DIRECTIONS FOR THIS TASK:
Below is a block of records; reproduce all of them exactly and leave out any pictures.

Records excerpted from a collection
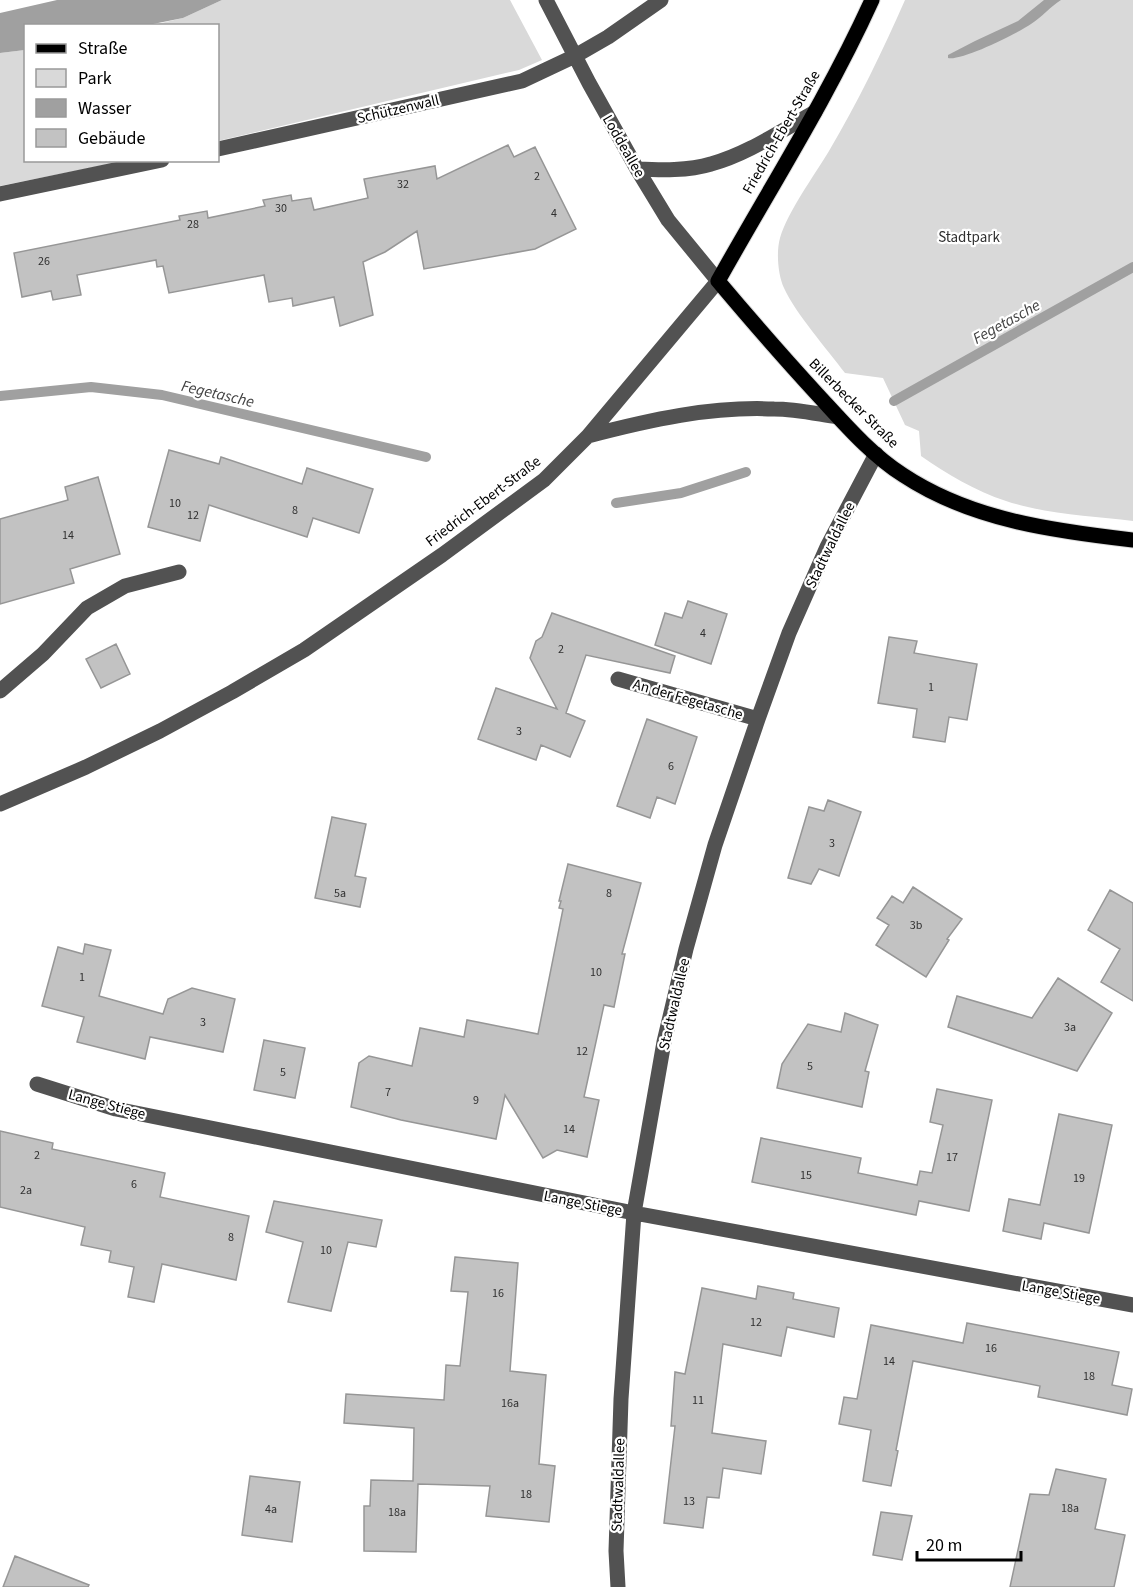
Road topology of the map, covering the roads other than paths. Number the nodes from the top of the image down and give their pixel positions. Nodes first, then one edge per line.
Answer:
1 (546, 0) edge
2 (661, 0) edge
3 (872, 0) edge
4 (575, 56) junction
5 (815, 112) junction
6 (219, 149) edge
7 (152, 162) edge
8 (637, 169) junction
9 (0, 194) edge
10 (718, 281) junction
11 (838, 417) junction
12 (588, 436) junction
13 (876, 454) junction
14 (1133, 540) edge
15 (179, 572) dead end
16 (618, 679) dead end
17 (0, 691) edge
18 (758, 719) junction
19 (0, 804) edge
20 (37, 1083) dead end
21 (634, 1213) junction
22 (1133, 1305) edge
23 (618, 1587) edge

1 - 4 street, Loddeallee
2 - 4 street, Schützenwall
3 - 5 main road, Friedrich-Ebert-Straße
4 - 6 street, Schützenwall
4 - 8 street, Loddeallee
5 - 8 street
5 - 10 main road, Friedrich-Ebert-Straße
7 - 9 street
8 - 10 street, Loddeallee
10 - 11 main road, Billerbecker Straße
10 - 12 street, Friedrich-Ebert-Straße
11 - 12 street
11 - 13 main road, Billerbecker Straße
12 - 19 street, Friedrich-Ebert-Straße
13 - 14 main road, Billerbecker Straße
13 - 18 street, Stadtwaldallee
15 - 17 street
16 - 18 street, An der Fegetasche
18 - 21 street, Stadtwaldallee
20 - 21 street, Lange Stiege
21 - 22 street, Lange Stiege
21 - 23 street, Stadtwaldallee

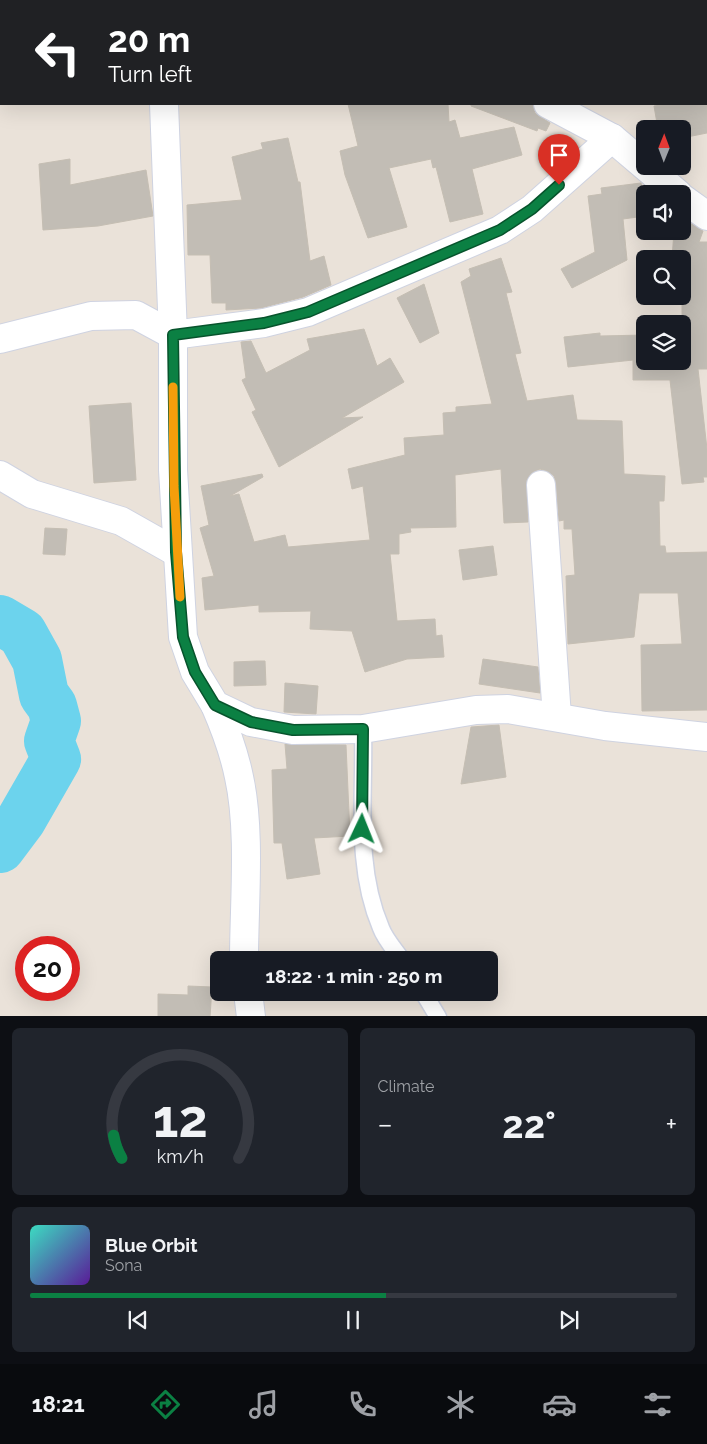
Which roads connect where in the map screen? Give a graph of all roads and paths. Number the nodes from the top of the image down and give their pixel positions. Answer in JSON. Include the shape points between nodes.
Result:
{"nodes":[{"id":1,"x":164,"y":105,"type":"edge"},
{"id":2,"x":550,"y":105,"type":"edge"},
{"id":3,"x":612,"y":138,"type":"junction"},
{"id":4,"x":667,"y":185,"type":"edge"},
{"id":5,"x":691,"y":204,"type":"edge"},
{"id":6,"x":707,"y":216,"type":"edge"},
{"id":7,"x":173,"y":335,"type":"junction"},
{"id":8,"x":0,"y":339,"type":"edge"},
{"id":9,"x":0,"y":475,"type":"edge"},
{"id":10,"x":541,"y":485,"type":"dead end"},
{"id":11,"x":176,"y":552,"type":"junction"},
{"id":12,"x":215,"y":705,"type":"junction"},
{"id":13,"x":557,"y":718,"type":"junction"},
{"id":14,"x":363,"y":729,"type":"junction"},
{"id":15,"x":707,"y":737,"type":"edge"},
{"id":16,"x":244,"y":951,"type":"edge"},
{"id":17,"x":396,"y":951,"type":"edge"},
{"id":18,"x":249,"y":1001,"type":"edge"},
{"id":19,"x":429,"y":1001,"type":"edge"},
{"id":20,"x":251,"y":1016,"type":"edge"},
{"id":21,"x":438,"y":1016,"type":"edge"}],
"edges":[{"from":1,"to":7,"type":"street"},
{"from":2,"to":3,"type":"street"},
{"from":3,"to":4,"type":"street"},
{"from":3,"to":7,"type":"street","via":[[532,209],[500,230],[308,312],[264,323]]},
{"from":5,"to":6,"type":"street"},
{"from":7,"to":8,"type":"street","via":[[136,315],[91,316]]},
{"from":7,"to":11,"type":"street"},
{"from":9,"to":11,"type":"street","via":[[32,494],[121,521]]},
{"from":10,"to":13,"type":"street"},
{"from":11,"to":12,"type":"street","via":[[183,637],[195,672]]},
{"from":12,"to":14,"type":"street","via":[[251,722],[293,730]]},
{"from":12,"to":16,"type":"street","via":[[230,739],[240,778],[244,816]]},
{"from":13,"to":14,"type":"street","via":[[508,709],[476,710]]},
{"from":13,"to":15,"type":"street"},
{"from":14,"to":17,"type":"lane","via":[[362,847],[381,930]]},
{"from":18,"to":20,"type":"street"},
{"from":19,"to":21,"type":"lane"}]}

EXERCISE OUTPUT:
Road topology of the map, covering the roads other than paths. Number the nodes from the top of the image down and give their pixel positions. Nodes first, then one edge per line.
Answer:
1 (546, 0) edge
2 (661, 0) edge
3 (872, 0) edge
4 (575, 56) junction
5 (815, 112) junction
6 (219, 149) edge
7 (152, 162) edge
8 (637, 169) junction
9 (0, 194) edge
10 (718, 281) junction
11 (838, 417) junction
12 (588, 436) junction
13 (876, 454) junction
14 (1133, 540) edge
15 (179, 572) dead end
16 (618, 679) dead end
17 (0, 691) edge
18 (758, 719) junction
19 (0, 804) edge
20 (37, 1083) dead end
21 (634, 1213) junction
22 (1133, 1305) edge
23 (618, 1587) edge

1 - 4 street, Loddeallee
2 - 4 street, Schützenwall
3 - 5 main road, Friedrich-Ebert-Straße
4 - 6 street, Schützenwall
4 - 8 street, Loddeallee
5 - 8 street
5 - 10 main road, Friedrich-Ebert-Straße
7 - 9 street
8 - 10 street, Loddeallee
10 - 11 main road, Billerbecker Straße
10 - 12 street, Friedrich-Ebert-Straße
11 - 12 street
11 - 13 main road, Billerbecker Straße
12 - 19 street, Friedrich-Ebert-Straße
13 - 14 main road, Billerbecker Straße
13 - 18 street, Stadtwaldallee
15 - 17 street
16 - 18 street, An der Fegetasche
18 - 21 street, Stadtwaldallee
20 - 21 street, Lange Stiege
21 - 22 street, Lange Stiege
21 - 23 street, Stadtwaldallee

Which roads connect where in the map screen? Give a graph of all roads and paths. Number the nodes from the top of the image down and give their pixel positions. Answer in JSON. Include the shape points between nodes.
Result:
{"nodes":[{"id":1,"x":164,"y":105,"type":"edge"},
{"id":2,"x":550,"y":105,"type":"edge"},
{"id":3,"x":612,"y":138,"type":"junction"},
{"id":4,"x":667,"y":185,"type":"edge"},
{"id":5,"x":691,"y":204,"type":"edge"},
{"id":6,"x":707,"y":216,"type":"edge"},
{"id":7,"x":173,"y":335,"type":"junction"},
{"id":8,"x":0,"y":339,"type":"edge"},
{"id":9,"x":0,"y":475,"type":"edge"},
{"id":10,"x":541,"y":485,"type":"dead end"},
{"id":11,"x":176,"y":552,"type":"junction"},
{"id":12,"x":215,"y":705,"type":"junction"},
{"id":13,"x":557,"y":718,"type":"junction"},
{"id":14,"x":363,"y":729,"type":"junction"},
{"id":15,"x":707,"y":737,"type":"edge"},
{"id":16,"x":244,"y":951,"type":"edge"},
{"id":17,"x":396,"y":951,"type":"edge"},
{"id":18,"x":249,"y":1001,"type":"edge"},
{"id":19,"x":429,"y":1001,"type":"edge"},
{"id":20,"x":251,"y":1016,"type":"edge"},
{"id":21,"x":438,"y":1016,"type":"edge"}],
"edges":[{"from":1,"to":7,"type":"street"},
{"from":2,"to":3,"type":"street"},
{"from":3,"to":4,"type":"street"},
{"from":3,"to":7,"type":"street","via":[[532,209],[500,230],[308,312],[264,323]]},
{"from":5,"to":6,"type":"street"},
{"from":7,"to":8,"type":"street","via":[[136,315],[91,316]]},
{"from":7,"to":11,"type":"street"},
{"from":9,"to":11,"type":"street","via":[[32,494],[121,521]]},
{"from":10,"to":13,"type":"street"},
{"from":11,"to":12,"type":"street","via":[[183,637],[195,672]]},
{"from":12,"to":14,"type":"street","via":[[251,722],[293,730]]},
{"from":12,"to":16,"type":"street","via":[[230,739],[240,778],[244,816]]},
{"from":13,"to":14,"type":"street","via":[[508,709],[476,710]]},
{"from":13,"to":15,"type":"street"},
{"from":14,"to":17,"type":"lane","via":[[362,847],[381,930]]},
{"from":18,"to":20,"type":"street"},
{"from":19,"to":21,"type":"lane"}]}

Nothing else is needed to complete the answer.